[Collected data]
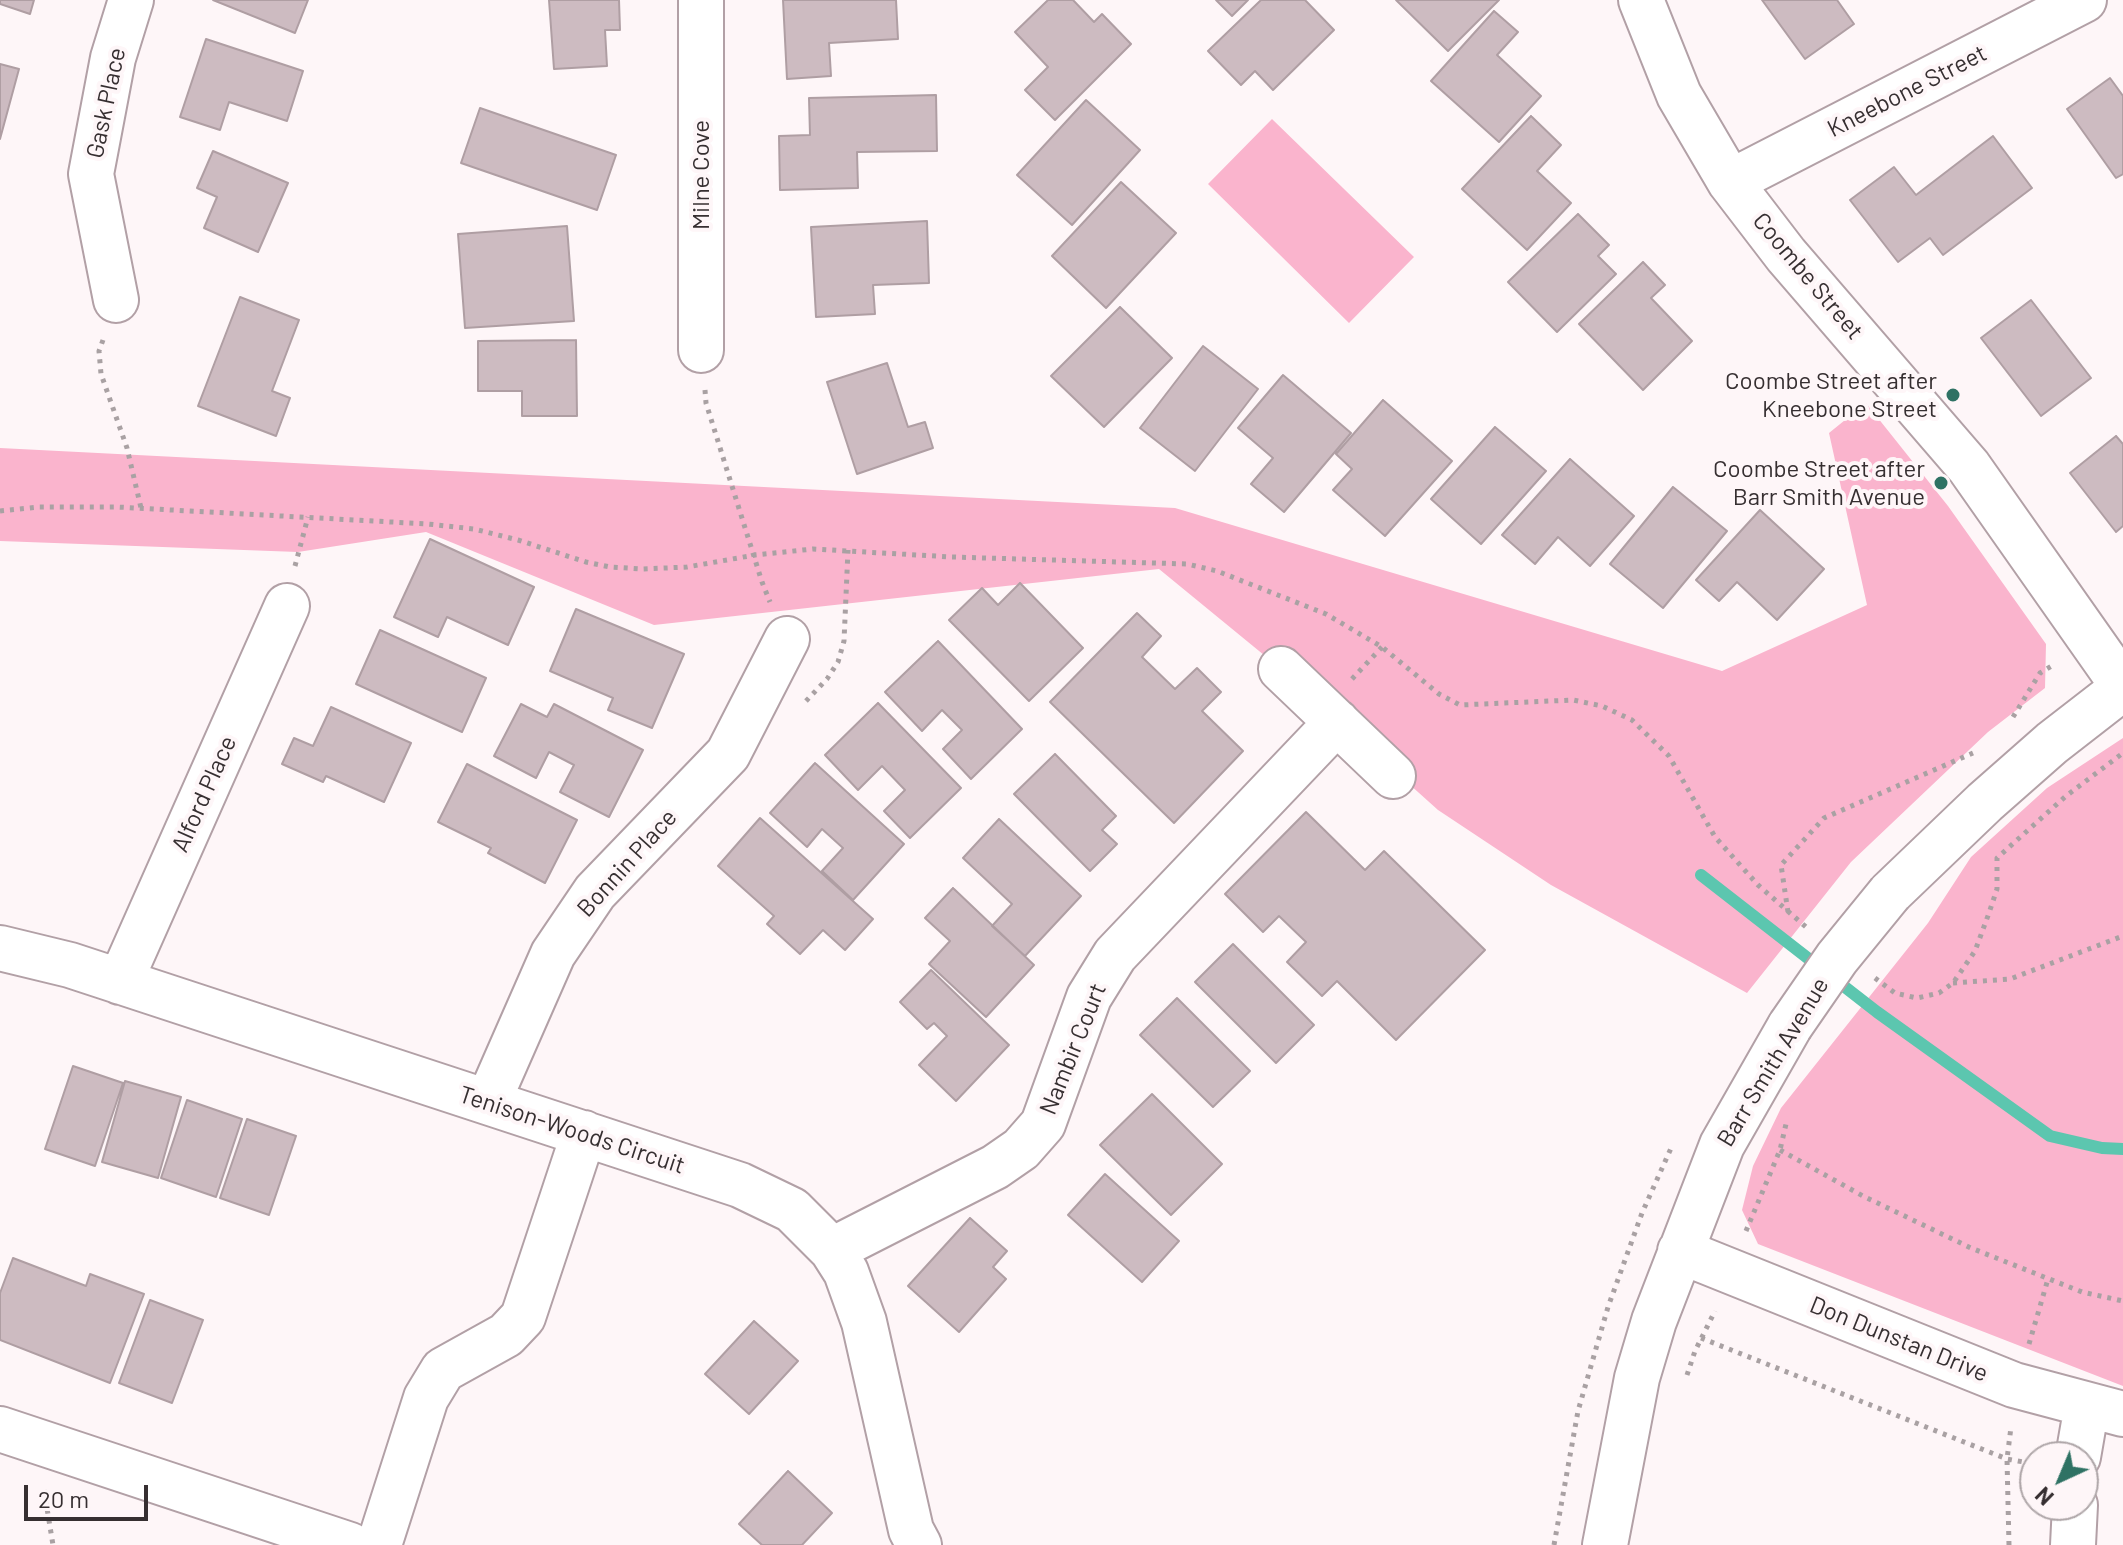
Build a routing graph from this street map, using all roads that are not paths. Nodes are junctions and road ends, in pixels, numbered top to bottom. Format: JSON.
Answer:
{"nodes":[{"id":1,"x":131,"y":0,"type":"edge"},
{"id":2,"x":701,"y":0,"type":"edge"},
{"id":3,"x":1641,"y":0,"type":"edge"},
{"id":4,"x":2084,"y":0,"type":"edge"},
{"id":5,"x":1730,"y":182,"type":"junction"},
{"id":6,"x":116,"y":300,"type":"road end"},
{"id":7,"x":701,"y":350,"type":"road end"},
{"id":8,"x":287,"y":606,"type":"dead end"},
{"id":9,"x":787,"y":639,"type":"road end"},
{"id":10,"x":1281,"y":669,"type":"dead end"},
{"id":11,"x":2123,"y":687,"type":"edge"},
{"id":12,"x":1337,"y":722,"type":"junction"},
{"id":13,"x":1393,"y":776,"type":"dead end"},
{"id":14,"x":0,"y":948,"type":"edge"},
{"id":15,"x":120,"y":982,"type":"junction"},
{"id":16,"x":488,"y":1102,"type":"junction"},
{"id":17,"x":584,"y":1133,"type":"junction"},
{"id":18,"x":832,"y":1250,"type":"junction"},
{"id":19,"x":1680,"y":1251,"type":"junction"},
{"id":20,"x":2105,"y":1410,"type":"edge"},
{"id":21,"x":0,"y":1429,"type":"edge"},
{"id":22,"x":2087,"y":1441,"type":"edge"},
{"id":23,"x":2074,"y":1521,"type":"edge"},
{"id":24,"x":350,"y":1545,"type":"edge"},
{"id":25,"x":379,"y":1545,"type":"edge"},
{"id":26,"x":919,"y":1545,"type":"edge"},
{"id":27,"x":1605,"y":1545,"type":"edge"},
{"id":28,"x":2073,"y":1545,"type":"edge"}],
"edges":[{"from":1,"to":6,"type":"street","name":"Gask Place"},
{"from":2,"to":7,"type":"street","name":"Milne Cove"},
{"from":3,"to":5,"type":"street","name":"Coombe Street"},
{"from":4,"to":5,"type":"street","name":"Kneebone Street"},
{"from":5,"to":11,"type":"street","name":"Coombe Street"},
{"from":8,"to":15,"type":"street","name":"Alford Place"},
{"from":9,"to":16,"type":"street","name":"Bonnin Place"},
{"from":10,"to":12,"type":"street"},
{"from":11,"to":19,"type":"street","name":"Barr Smith Avenue","bridge":true},
{"from":12,"to":13,"type":"street"},
{"from":12,"to":18,"type":"street","name":"Nambir Court"},
{"from":14,"to":15,"type":"street","name":"Tenison-Woods Circuit"},
{"from":15,"to":16,"type":"street","name":"Tenison-Woods Circuit"},
{"from":16,"to":17,"type":"street","name":"Tenison-Woods Circuit"},
{"from":17,"to":18,"type":"street","name":"Tenison-Woods Circuit"},
{"from":17,"to":25,"type":"street"},
{"from":18,"to":26,"type":"street","name":"Tenison-Woods Circuit"},
{"from":19,"to":20,"type":"street","name":"Don Dunstan Drive"},
{"from":19,"to":27,"type":"street","name":"Barr Smith Avenue"},
{"from":20,"to":22,"type":"street"},
{"from":21,"to":24,"type":"street"},
{"from":23,"to":28,"type":"street"}]}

**To do**
Which lines above carry the string "Barr"? Copy those lines.

**Solution for this exercise**
{"from":11,"to":19,"type":"street","name":"Barr Smith Avenue","bridge":true},
{"from":19,"to":27,"type":"street","name":"Barr Smith Avenue"},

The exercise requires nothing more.